- The full script, crawling_web_step1.py, is available in GitHub at the following link: https://github.com/PacktPublishing/Python-Automation-Cookbook/blob/master/Chapter03/crawling_web_step1.py. The most relevant bits are displayed here:
...
def process_link(source_link, text):
logging.info(f'Extracting links from {source_link}')
parsed_source = urlparse(source_link)
result = requests.get(source_link)
# Error handling. See GitHub for details
...
page = BeautifulSoup(result.text, 'html.parser')
search_text(source_link, page, text)
return get_links(parsed_source, page)
def get_links(parsed_source, page):
'''Retrieve the links on the page'''
links = []
for element in page.find_all('a'):
link = element.get('href')
# Validate is a valid link.

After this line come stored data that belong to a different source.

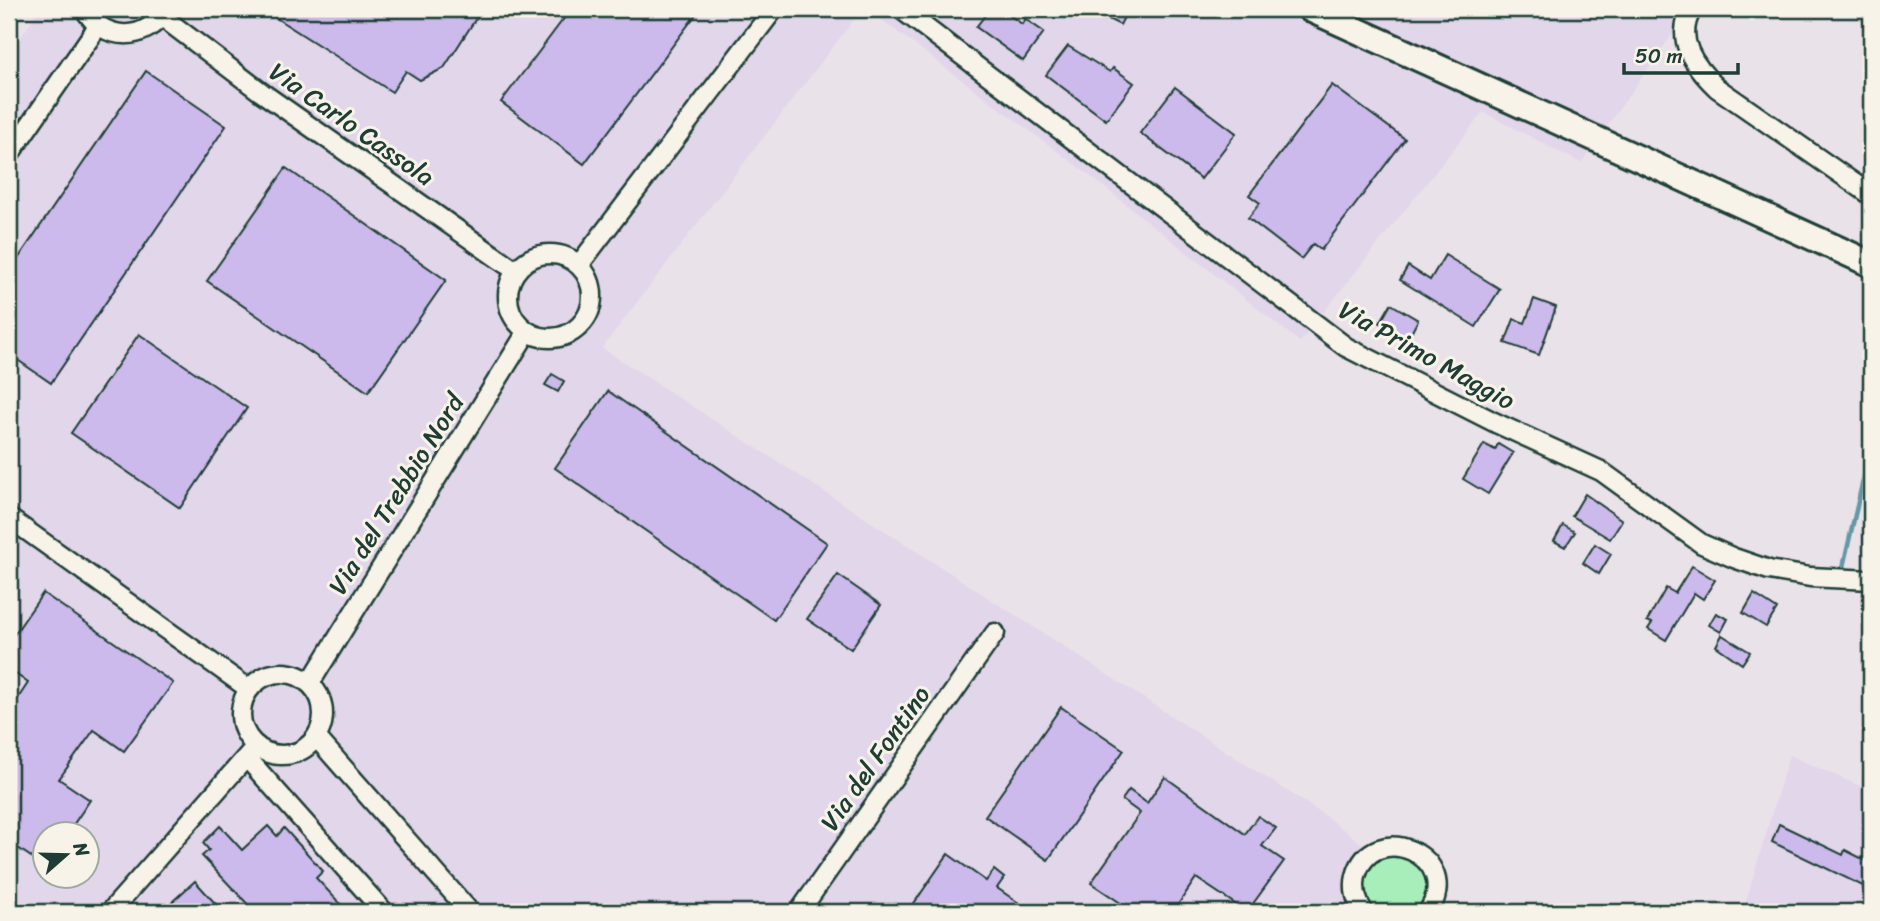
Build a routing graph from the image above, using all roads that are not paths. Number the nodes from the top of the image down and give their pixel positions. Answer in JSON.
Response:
{"nodes":[{"id":1,"x":85,"y":9,"type":"edge"},
{"id":2,"x":774,"y":9,"type":"edge"},
{"id":3,"x":901,"y":9,"type":"edge"},
{"id":4,"x":1310,"y":9,"type":"edge"},
{"id":5,"x":1692,"y":9,"type":"edge"},
{"id":6,"x":163,"y":13,"type":"edge"},
{"id":7,"x":98,"y":26,"type":"junction"},
{"id":8,"x":9,"y":155,"type":"edge"},
{"id":9,"x":1871,"y":195,"type":"edge"},
{"id":10,"x":1871,"y":264,"type":"edge"},
{"id":11,"x":579,"y":265,"type":"junction"},
{"id":12,"x":516,"y":271,"type":"junction"},
{"id":13,"x":527,"y":332,"type":"junction"},
{"id":14,"x":9,"y":518,"type":"edge"},
{"id":15,"x":1871,"y":580,"type":"edge"},
{"id":16,"x":995,"y":633,"type":"dead end"},
{"id":17,"x":310,"y":683,"type":"junction"},
{"id":18,"x":249,"y":689,"type":"junction"},
{"id":19,"x":317,"y":738,"type":"junction"},
{"id":20,"x":252,"y":752,"type":"junction"},
{"id":21,"x":110,"y":912,"type":"edge"},
{"id":22,"x":384,"y":912,"type":"edge"},
{"id":23,"x":470,"y":912,"type":"edge"},
{"id":24,"x":799,"y":912,"type":"edge"},
{"id":25,"x":1363,"y":912,"type":"edge"},
{"id":26,"x":1427,"y":912,"type":"edge"}],
"edges":[{"from":1,"to":7,"type":"street"},
{"from":2,"to":11,"type":"street"},
{"from":3,"to":15,"type":"street","name":"Via Primo Maggio"},
{"from":4,"to":10,"type":"main road"},
{"from":5,"to":9,"type":"street"},
{"from":6,"to":7,"type":"street"},
{"from":6,"to":12,"type":"street","name":"Via Carlo Cassola"},
{"from":7,"to":8,"type":"street"},
{"from":11,"to":12,"type":"street"},
{"from":11,"to":13,"type":"street"},
{"from":12,"to":13,"type":"street"},
{"from":13,"to":17,"type":"street","name":"Via del Trebbio Nord"},
{"from":14,"to":18,"type":"street"},
{"from":16,"to":24,"type":"street","name":"Via del Fontino"},
{"from":17,"to":18,"type":"street"},
{"from":17,"to":19,"type":"street"},
{"from":18,"to":20,"type":"street"},
{"from":19,"to":20,"type":"street"},
{"from":19,"to":23,"type":"street"},
{"from":20,"to":21,"type":"street"},
{"from":20,"to":22,"type":"street"},
{"from":25,"to":26,"type":"street"}]}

See GitHub for details
...
links.append(link)
return links
- Search for references to python, to return a list with URLs that contain it and the paragraph. Notice there are a couple of errors because of broken links:
$ python crawling_web_step1.py https://localhost:8000/ -p python
Link http://localhost:8000/: --> A smaller article , that contains a reference to Python
Link http://localhost:8000/files/5eabef23f63024c20389c34b94dee593-1.html: --> A smaller article , that contains a reference to Python
Link http://localhost:8000/files/33714fc865e02aeda2dabb9a42a787b2-0.html: --> This is the actual bit with a python reference that we are interested in.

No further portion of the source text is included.